During the Civil War, Castleman recruited 41 men in his hometown of Lexington, Kentucky, who went to Knoxville, Tennessee, to form the Second Kentucky Cavalry company under John Hunt Morgan and Basil W. Duke.

Castleman was promoted to major in 1864. He led guerrillas in the attempted burning of supply boats in St. Louis, Missouri and was arrested in October 1864 at Sullivan, Indiana. He was convicted of spying and conspiring to destroy government property in violation of the laws of war, and sentenced to death, but his death sentence was suspended by Abraham Lincoln. Following the war, Castleman was exiled from the United States, and studied medicine in France. He was pardoned by president Andrew Johnson and returned to Kentucky in 1866.

He revived the Louisville Legion, a militia unit, in 1878 and was appointed adjutant general of Kentucky by Governor J. Procter Knott in 1883. The unit became the 1st Kentucky Volunteers in the Spanish–American War, and Castleman was commissioned a colonel in the U.S. Army. His unit participated in the invasion of Puerto Rico, and after the war he was promoted to brigadier general and served as military governor of the island.

Castleman was also notably responsible for helping to keep the Commonwealth of Kentucky together serving as Adjutant General during the infamous Taylor-Goebel troubles, when Kentucky almost devolved into civil war following the assassination of Kentucky Governor William Goebel.

== Social issues ==

When a dispute over whether African-American soldiers serving in the US Army arose among some Southerners during the First World War, General Castleman said, "I unhesitatingly say that I will at any time salute an officer, superior or inferior, who salutes me, without regard to the color of his skin. The regulations and laws, and the fundamentals of courtesy and discipline, upon which these regulations and laws are based, prescribe this. It is no time to stand against them. I want to urge every soldier to be a soldier in the full sense of the term. We are at war, and soldiers are under the rules of the American army. We are all one under the flag. We salute the rank, not the individual."

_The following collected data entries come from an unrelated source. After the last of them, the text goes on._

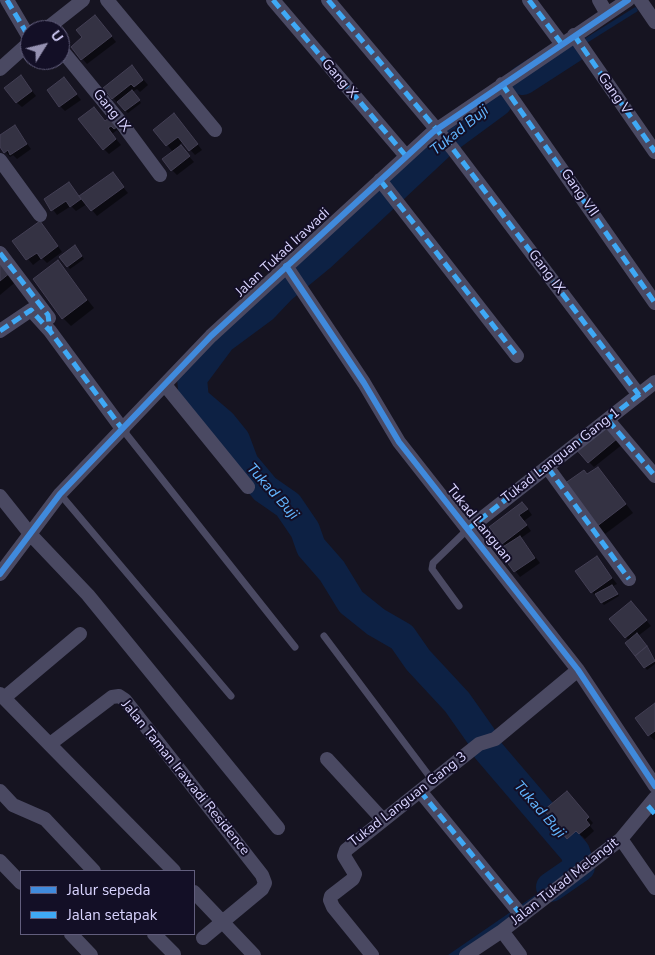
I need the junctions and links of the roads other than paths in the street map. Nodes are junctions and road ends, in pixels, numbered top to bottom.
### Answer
1 (8, 0) edge
2 (84, 0) edge
3 (107, 0) edge
4 (273, 0) edge
5 (328, 0) edge
6 (529, 0) edge
7 (599, 0) edge
8 (628, 0) edge
9 (640, 0) edge
10 (607, 14) junction
11 (58, 20) edge
12 (20, 22) edge
13 (655, 22) edge
14 (574, 35) junction
15 (561, 43) junction
16 (20, 50) edge
17 (70, 60) edge
18 (0, 69) edge
19 (505, 88) junction
20 (215, 130) dead end
21 (439, 132) junction
22 (655, 152) edge
23 (406, 156) junction
24 (0, 160) edge
25 (160, 175) dead end
26 (387, 189) junction
27 (40, 215) dead end
28 (0, 253) edge
29 (289, 270) junction
30 (655, 303) edge
31 (0, 331) edge
32 (50, 331) junction
33 (517, 356) dead end
34 (655, 382) edge
35 (165, 385) junction
36 (639, 395) junction
37 (608, 420) junction
38 (123, 430) junction
39 (548, 468) junction
40 (655, 476) edge
41 (248, 487) dead end
42 (60, 494) junction
43 (0, 496) edge
44 (467, 530) junction
45 (31, 534) junction
46 (0, 574) edge
47 (629, 579) dead end
48 (459, 606) dead end
49 (80, 634) dead end
50 (324, 636) dead end
51 (295, 647) dead end
52 (578, 670) junction
53 (2, 696) edge
54 (231, 696) dead end
55 (50, 744) junction
56 (327, 759) dead end
57 (433, 781) junction
58 (655, 786) edge
59 (0, 791) edge
60 (420, 791) junction
61 (655, 798) edge
62 (382, 820) junction
63 (278, 828) dead end
64 (621, 838) junction
65 (0, 861) edge
66 (93, 870) edge
67 (173, 870) edge
68 (20, 882) edge
69 (655, 888) edge
70 (195, 893) edge
71 (522, 916) junction
72 (222, 922) junction
73 (502, 931) junction
74 (72, 935) edge
75 (155, 935) edge
76 (202, 938) dead end
77 (174, 954) edge
78 (92, 955) edge
79 (254, 955) edge
80 (372, 955) edge
81 (466, 955) edge
82 (520, 955) edge

1 - 12 street
2 - 11 street
3 - 20 street
4 - 23 street, Gang X
5 - 21 street, Gang IX
6 - 15 street
7 - 10 street
8 - 10 street, Jalan Tukad Irawadi
9 - 13 street
10 - 14 street, Jalan Tukad Irawadi
14 - 15 street, Jalan Tukad Irawadi
14 - 22 street, Gang V
15 - 19 street, Jalan Tukad Irawadi
16 - 18 street
17 - 25 street, Gang IX
19 - 21 street, Jalan Tukad Irawadi
19 - 30 street, Gang VII
21 - 23 street, Jalan Tukad Irawadi
21 - 36 street, Gang IX
23 - 26 street, Jalan Tukad Irawadi
24 - 27 street
26 - 29 street, Jalan Tukad Irawadi
26 - 33 street
28 - 32 street
29 - 35 street, Jalan Tukad Irawadi
29 - 44 street, Tukad Languan
31 - 32 street
32 - 38 street
34 - 36 street, Tukad Languan Gang 1
35 - 38 street, Jalan Tukad Irawadi
35 - 41 street
36 - 37 street, Tukad Languan Gang 1
37 - 39 street, Tukad Languan Gang 1
37 - 40 street
38 - 42 street, Jalan Tukad Irawadi
38 - 51 lane
39 - 44 street, Tukad Languan Gang 1
39 - 47 street
42 - 45 street, Jalan Tukad Irawadi
42 - 54 lane
43 - 45 street
44 - 48 lane
44 - 52 street, Tukad Languan
45 - 46 street, Jalan Tukad Irawadi
45 - 63 street
49 - 53 street
50 - 57 lane
52 - 57 street, Tukad Languan Gang 3
52 - 58 street, Tukad Languan
53 - 55 street
55 - 67 street
55 - 72 street, Jalan Taman Irawadi Residence
56 - 62 street
57 - 60 street, Tukad Languan Gang 3
59 - 66 street
60 - 62 street, Tukad Languan Gang 3
60 - 71 street
61 - 64 street, Jalan Tukad Melangit
62 - 80 street, Tukad Languan Gang 3
64 - 69 street
64 - 71 street, Jalan Tukad Melangit
65 - 68 street
70 - 72 street
71 - 73 street, Jalan Tukad Melangit
72 - 76 street, Jalan Taman Irawadi Residence
72 - 79 street
73 - 81 street, Jalan Tukad Melangit
73 - 82 street
74 - 78 street
75 - 77 street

According to a newspaper eulogy published following his death, John B Castleman could also be described as an early advocate for social justice in the city of Louisville. A May 26, 1918, tribute to him published in the Courier Journal entitled "A Negro's tribute to General Castleman", written by African American educator and community member J. Raymond Harris, heralded Castleman for his commitment and kindness to the African American community of Louisville. Harris starts his eulogy with "Will you give me space in which to speak of the great sorrow that has come to the colored people in General Castleman's Death"

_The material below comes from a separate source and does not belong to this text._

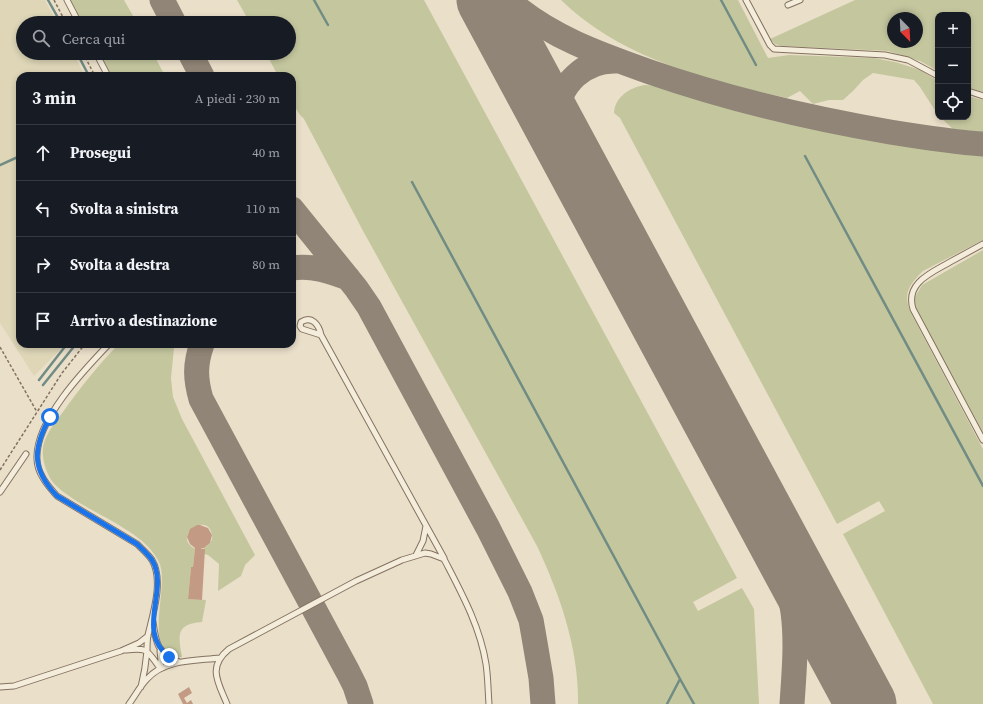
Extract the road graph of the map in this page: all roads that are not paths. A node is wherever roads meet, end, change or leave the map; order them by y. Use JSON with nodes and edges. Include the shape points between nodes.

Harris makes sure to note Castleman's Civil War service alongside the Confederacy, but speaks of his road to redemption saying "yet no hero on the other side ever held so high a niche in the hearts and minds of colored Kentuckians."

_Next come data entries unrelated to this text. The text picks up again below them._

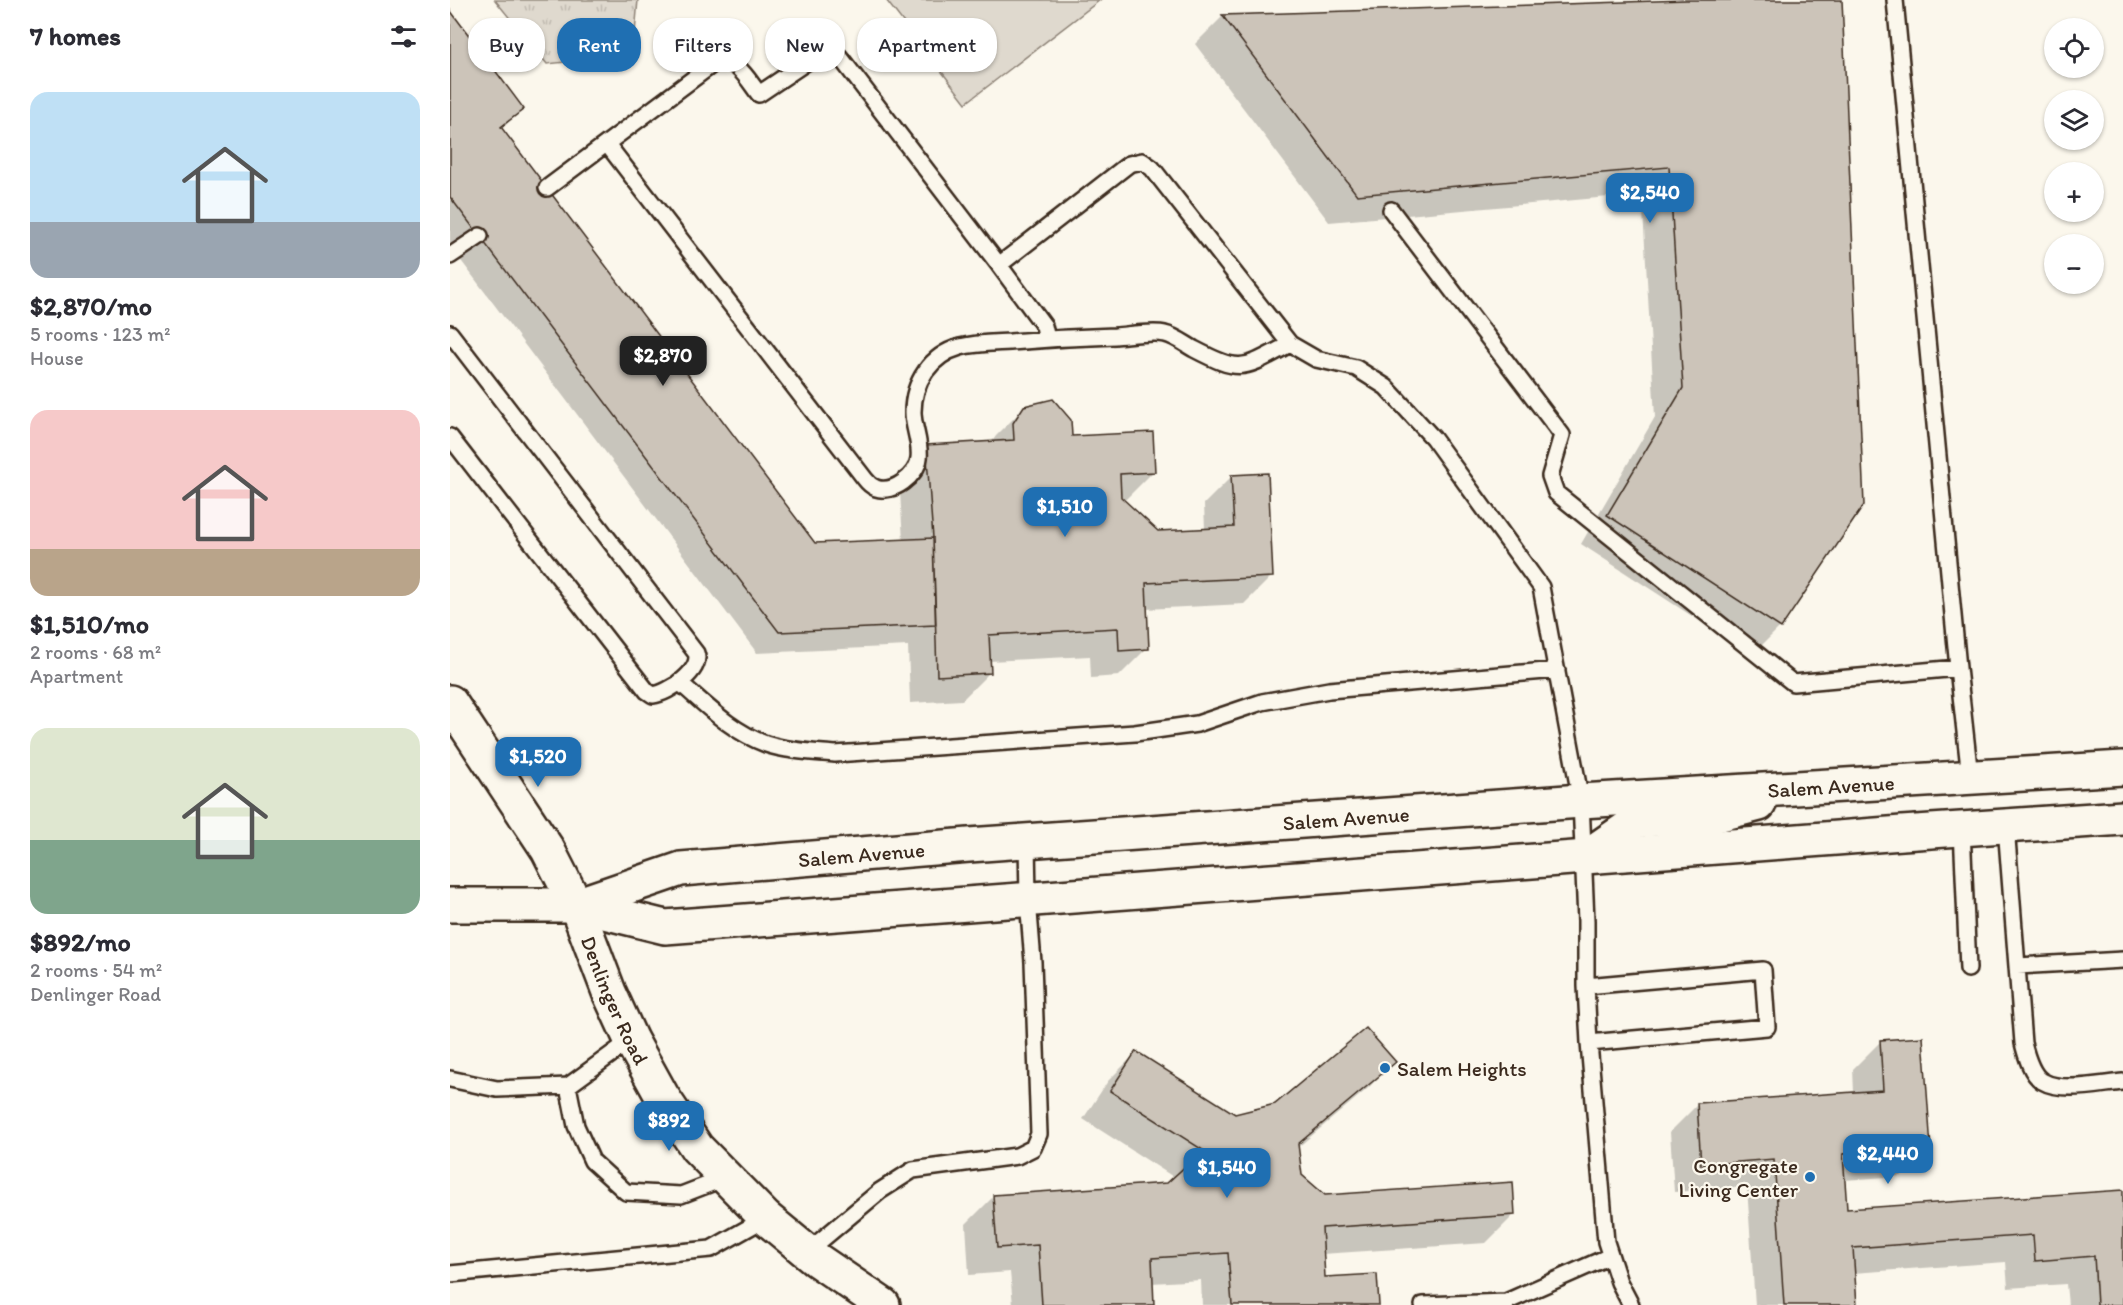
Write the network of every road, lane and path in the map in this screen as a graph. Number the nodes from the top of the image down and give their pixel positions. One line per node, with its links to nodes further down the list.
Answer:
1 (1895, 0): 12 (lane)
2 (607, 144): 3 (lane); 7 (lane); 9 (lane)
3 (547, 188)
4 (1391, 210): 12 (lane)
5 (480, 236): 6 (lane)
6 (450, 256)
7 (999, 265): 9 (lane); 10 (lane)
8 (450, 333): 14 (lane)
9 (1047, 339): 10 (lane)
10 (1290, 344): 13 (lane)
11 (450, 437): 14 (lane)
12 (1958, 668): 17 (lane)
13 (1557, 670): 14 (lane); 19 (lane)
14 (679, 682)
15 (450, 702): 27 (main road, Denlinger Road)
16 (2123, 768): 17 (main road, Salem Avenue)
17 (1970, 777): 18 (main road, Salem Avenue)
18 (1821, 786): 19 (main road, Salem Avenue); 24 (main road)
19 (1581, 801): 23 (main road, Salem Avenue); 24 (lane)
20 (2123, 819): 21 (main road, Salem Avenue)
21 (2006, 826): 22 (main road, Salem Avenue); 29 (lane)
22 (1962, 829): 24 (main road, Salem Avenue); 30 (lane)
23 (1027, 841): 25 (lane); 27 (main road, Salem Avenue)
24 (1584, 858): 25 (main road, Salem Avenue); 31 (lane)
25 (1028, 900): 27 (main road, Salem Avenue); 39 (lane)
26 (450, 905): 27 (main road, Salem Avenue)
27 (576, 905): 32 (main road, Denlinger Road)
28 (2123, 960): 29 (lane)
29 (2017, 966): 35 (lane)
30 (1968, 969)
31 (1586, 986): 33 (lane); 33 (lane)
32 (631, 1040): 36 (lane); 37 (main road, Denlinger Road)
33 (1589, 1043): 40 (lane)
34 (450, 1080): 36 (lane)
35 (2123, 1082)
36 (568, 1086): 37 (lane)
37 (725, 1178): 38 (main road, Denlinger Road)
38 (766, 1218): 39 (main road, Denlinger Road); 41 (lane)
39 (807, 1252): 43 (main road, Denlinger Road)
40 (1610, 1256): 42 (lane); 45 (lane)
41 (450, 1274)
42 (1506, 1303): 44 (lane)
43 (883, 1305)
44 (1423, 1305)
45 (1631, 1305)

Elsewhere in the eulogy, Harris speaks truth to the selfless nature of Castleman by saying "His Kindness to us, his willingness to help with counsel and advice, were unstudied and uncalculated the result of neither the politician's bid of popularity nor of the selfish man's desire to advance his own self interests."

Harris also wrote kindly of the general “Whenever . . . injustice or proscription raised its hand against African Americans, Gen. Castleman's voice was heard pleading for toleration and amicable adjustment.”

Another example of Castleman's standing up for racial justice in his time can be found in a 1924 Courier Journal article written by 19 African American faith leaders published six years after his death. In the letter outlining outrage at the recent segregation of the park system, the leaders specifically mention Castleman not only as the father of the park system, but point out that it was Castleman who had prevented the segregation of the parks while alive. The leaders said "General Castleman, the Father of our Park System, refused to allow any kind of racial segregation in the parks of the city, and this policy has been followed until the present board issued it's segregation orders a few days ago. This has been true in theory and in fact.

Castleman and his wife were also early supporters of the suffragette movement. His wife Alice Barbee Castleman was the first vice president of the Kentucky Equal Rights Association in 1910, and 1911. Castleman supported his wife both financially and emotionally in her battle to secure voting rights for all women at a time when it was unpopular, even dangerous, to do so. According to National American Woman Suffrage Association records, Alice Barbee Castleman was a delegate for the Kentucky Equal Rights Association when they were lobbying for the passage of what became known as the "Susan B. Anthony Amendment" during the 65th and 66th sessions of Congress.

==Business career==
He graduated from the University of Louisville School of Law in 1868, married, and founded an insurance company, Barbee and Castleman, with his father-in-law. The company represented Royal Insurance Company of Liverpool in the Southern United States.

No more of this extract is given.